* INFORMATION SHOWN:

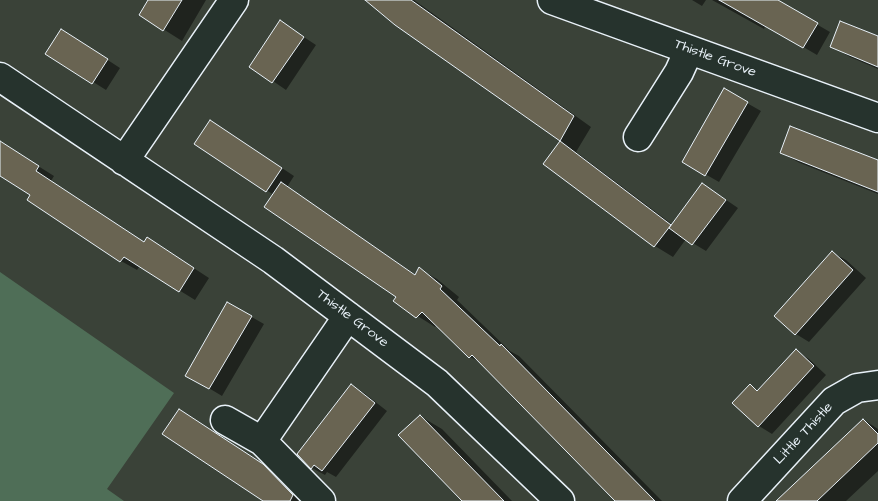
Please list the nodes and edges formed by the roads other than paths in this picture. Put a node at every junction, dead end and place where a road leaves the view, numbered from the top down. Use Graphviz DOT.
graph roads {
  1 [pos="234,0"];
  2 [pos="552,0"];
  3 [pos="689,50"];
  4 [pos="0,78"];
  5 [pos="878,118"];
  6 [pos="638,137"];
  7 [pos="124,161"];
  8 [pos="348,316"];
  9 [pos="878,385"];
  10 [pos="225,420"];
  11 [pos="262,440"];
  12 [pos="321,501"];
  13 [pos="560,501"];
  14 [pos="742,501"];
  1 -- 7 [label="street"];
  2 -- 3 [label="street, Thistle Grove"];
  3 -- 5 [label="street, Thistle Grove"];
  3 -- 6 [label="street"];
  4 -- 7 [label="street, Thistle Grove"];
  7 -- 8 [label="street, Thistle Grove"];
  8 -- 11 [label="street"];
  8 -- 13 [label="street, Thistle Grove"];
  9 -- 14 [label="street, Little Thistle"];
  10 -- 11 [label="street"];
  11 -- 12 [label="street"];
}
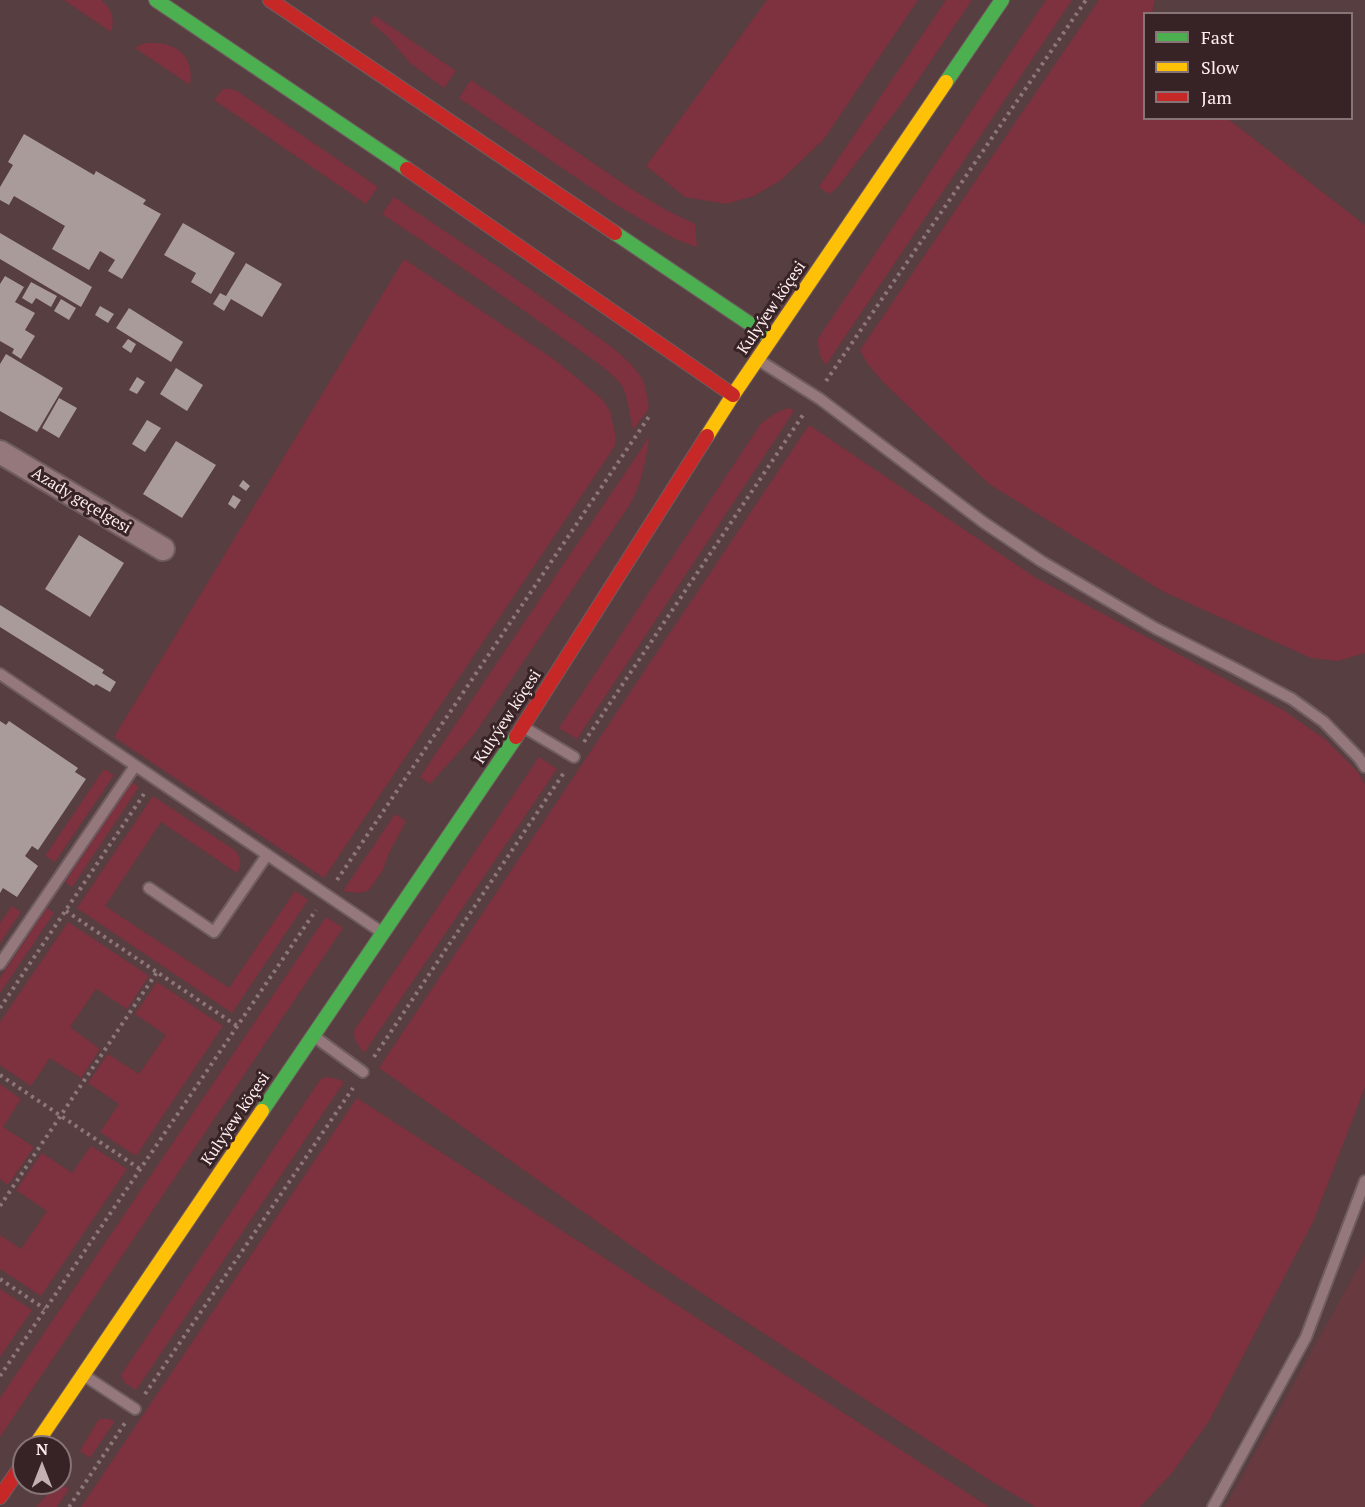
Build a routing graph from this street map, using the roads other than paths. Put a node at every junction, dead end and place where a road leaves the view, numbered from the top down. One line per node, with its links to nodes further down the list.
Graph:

* EXERCISE DETAILS:
Copy the full listing above exactly, apart from the pictures.

* REPLY TO THE EXERCISE:
Please list the nodes and edges formed by the roads other than paths in this picture. Put a node at every junction, dead end and place where a road leaves the view, numbered from the top down. Use Graphviz DOT.
graph roads {
  1 [pos="234,0"];
  2 [pos="552,0"];
  3 [pos="689,50"];
  4 [pos="0,78"];
  5 [pos="878,118"];
  6 [pos="638,137"];
  7 [pos="124,161"];
  8 [pos="348,316"];
  9 [pos="878,385"];
  10 [pos="225,420"];
  11 [pos="262,440"];
  12 [pos="321,501"];
  13 [pos="560,501"];
  14 [pos="742,501"];
  1 -- 7 [label="street"];
  2 -- 3 [label="street, Thistle Grove"];
  3 -- 5 [label="street, Thistle Grove"];
  3 -- 6 [label="street"];
  4 -- 7 [label="street, Thistle Grove"];
  7 -- 8 [label="street, Thistle Grove"];
  8 -- 11 [label="street"];
  8 -- 13 [label="street, Thistle Grove"];
  9 -- 14 [label="street, Little Thistle"];
  10 -- 11 [label="street"];
  11 -- 12 [label="street"];
}
Build a routing graph from this street map, using the roads other than paths. Put a node at every junction, dead end and place where a road leaves the view, numbered from the top down. One line per node, with its links to nodes further down the list.
Graph:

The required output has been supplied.